Records drawn from a dataset:
##########
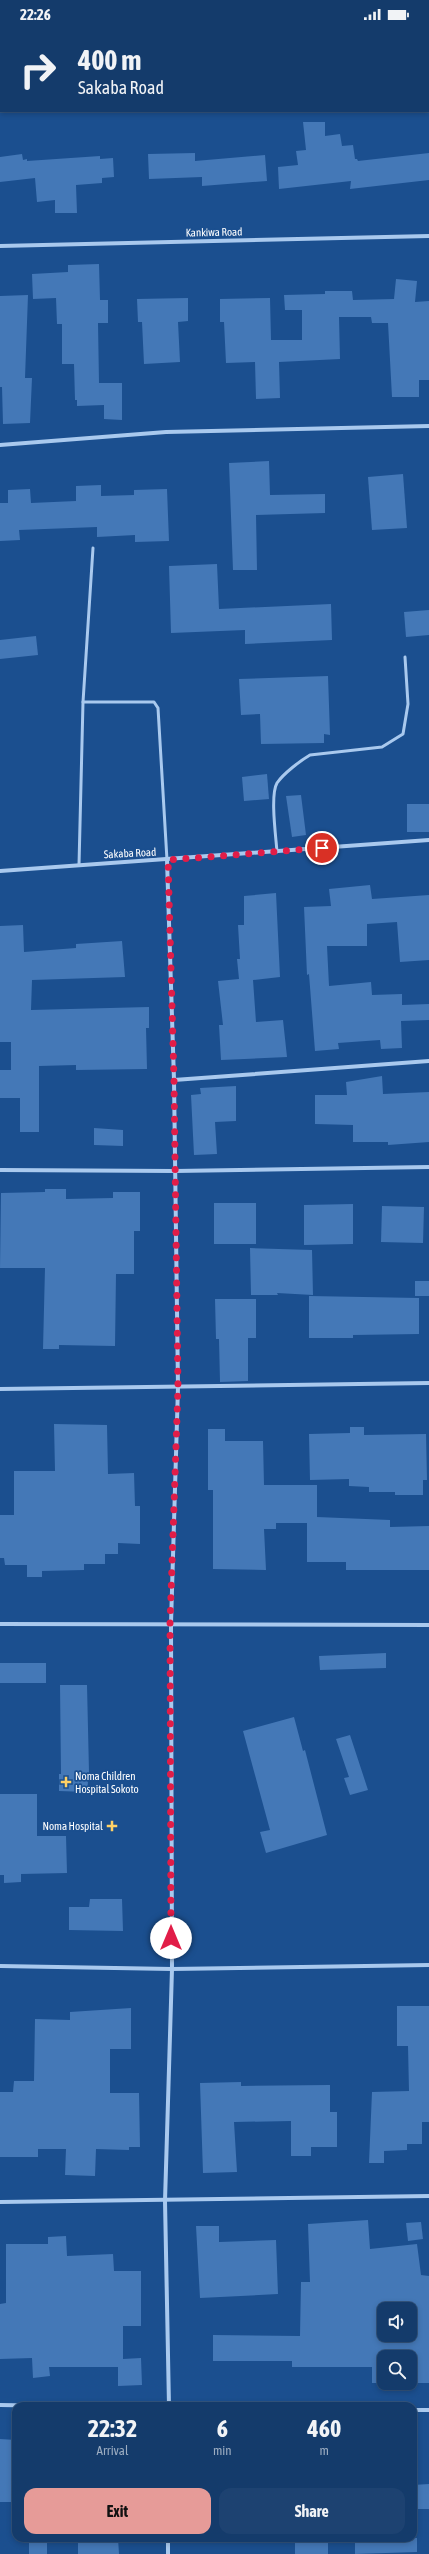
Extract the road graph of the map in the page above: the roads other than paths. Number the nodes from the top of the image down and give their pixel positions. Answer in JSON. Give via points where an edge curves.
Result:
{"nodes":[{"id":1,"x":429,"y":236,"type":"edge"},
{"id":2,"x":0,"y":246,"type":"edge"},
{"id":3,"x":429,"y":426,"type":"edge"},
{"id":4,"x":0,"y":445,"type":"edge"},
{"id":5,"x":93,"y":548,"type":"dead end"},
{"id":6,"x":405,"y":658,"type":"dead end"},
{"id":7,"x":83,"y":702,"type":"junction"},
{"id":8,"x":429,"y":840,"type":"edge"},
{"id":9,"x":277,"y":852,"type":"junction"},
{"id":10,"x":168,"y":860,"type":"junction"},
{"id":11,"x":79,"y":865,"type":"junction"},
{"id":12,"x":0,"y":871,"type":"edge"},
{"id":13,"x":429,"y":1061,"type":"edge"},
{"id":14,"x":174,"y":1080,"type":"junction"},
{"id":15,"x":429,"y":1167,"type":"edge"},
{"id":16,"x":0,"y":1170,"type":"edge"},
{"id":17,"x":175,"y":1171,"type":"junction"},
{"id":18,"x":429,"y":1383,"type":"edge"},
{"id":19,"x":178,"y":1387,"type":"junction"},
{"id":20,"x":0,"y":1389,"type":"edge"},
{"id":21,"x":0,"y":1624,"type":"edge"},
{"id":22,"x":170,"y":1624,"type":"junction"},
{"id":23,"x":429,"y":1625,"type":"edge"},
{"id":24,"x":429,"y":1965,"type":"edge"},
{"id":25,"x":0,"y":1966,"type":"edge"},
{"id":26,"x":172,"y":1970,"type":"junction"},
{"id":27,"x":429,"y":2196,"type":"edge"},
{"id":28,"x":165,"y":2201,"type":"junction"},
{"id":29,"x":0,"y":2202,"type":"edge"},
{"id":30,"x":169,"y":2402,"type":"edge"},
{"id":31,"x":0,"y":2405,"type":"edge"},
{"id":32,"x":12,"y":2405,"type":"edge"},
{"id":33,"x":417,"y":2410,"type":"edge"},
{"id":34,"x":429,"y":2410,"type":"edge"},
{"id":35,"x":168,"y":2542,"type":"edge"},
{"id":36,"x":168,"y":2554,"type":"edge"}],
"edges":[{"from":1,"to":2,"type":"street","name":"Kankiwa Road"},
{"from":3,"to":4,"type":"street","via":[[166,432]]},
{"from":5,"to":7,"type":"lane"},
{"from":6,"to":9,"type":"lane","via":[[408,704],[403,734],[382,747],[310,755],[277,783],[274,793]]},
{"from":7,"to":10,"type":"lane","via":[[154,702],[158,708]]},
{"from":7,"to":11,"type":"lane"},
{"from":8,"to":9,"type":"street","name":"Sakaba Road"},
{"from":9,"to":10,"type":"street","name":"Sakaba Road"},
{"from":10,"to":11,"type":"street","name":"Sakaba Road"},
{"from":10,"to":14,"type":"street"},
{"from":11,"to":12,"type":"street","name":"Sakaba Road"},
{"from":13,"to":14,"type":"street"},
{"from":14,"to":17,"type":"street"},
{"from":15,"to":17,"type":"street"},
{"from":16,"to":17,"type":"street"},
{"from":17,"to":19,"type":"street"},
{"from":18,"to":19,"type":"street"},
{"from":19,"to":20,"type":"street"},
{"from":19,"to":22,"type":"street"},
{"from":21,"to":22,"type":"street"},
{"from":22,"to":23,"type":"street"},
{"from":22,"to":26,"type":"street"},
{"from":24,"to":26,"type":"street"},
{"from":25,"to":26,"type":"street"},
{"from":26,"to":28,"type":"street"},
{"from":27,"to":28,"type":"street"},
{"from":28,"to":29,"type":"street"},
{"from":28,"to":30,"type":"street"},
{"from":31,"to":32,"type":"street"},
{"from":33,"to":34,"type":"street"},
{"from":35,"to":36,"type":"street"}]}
##########
▸ Task directions:
Whenever a line above contains "nodes", copy that line.

▸ Task result:
Extract the road graph of the map in the page above: the roads other than paths. Number the nodes from the top of the image down and give their pixel positions. Answer in JSON. Give via points where an edge curves.
{"nodes":[{"id":1,"x":429,"y":236,"type":"edge"},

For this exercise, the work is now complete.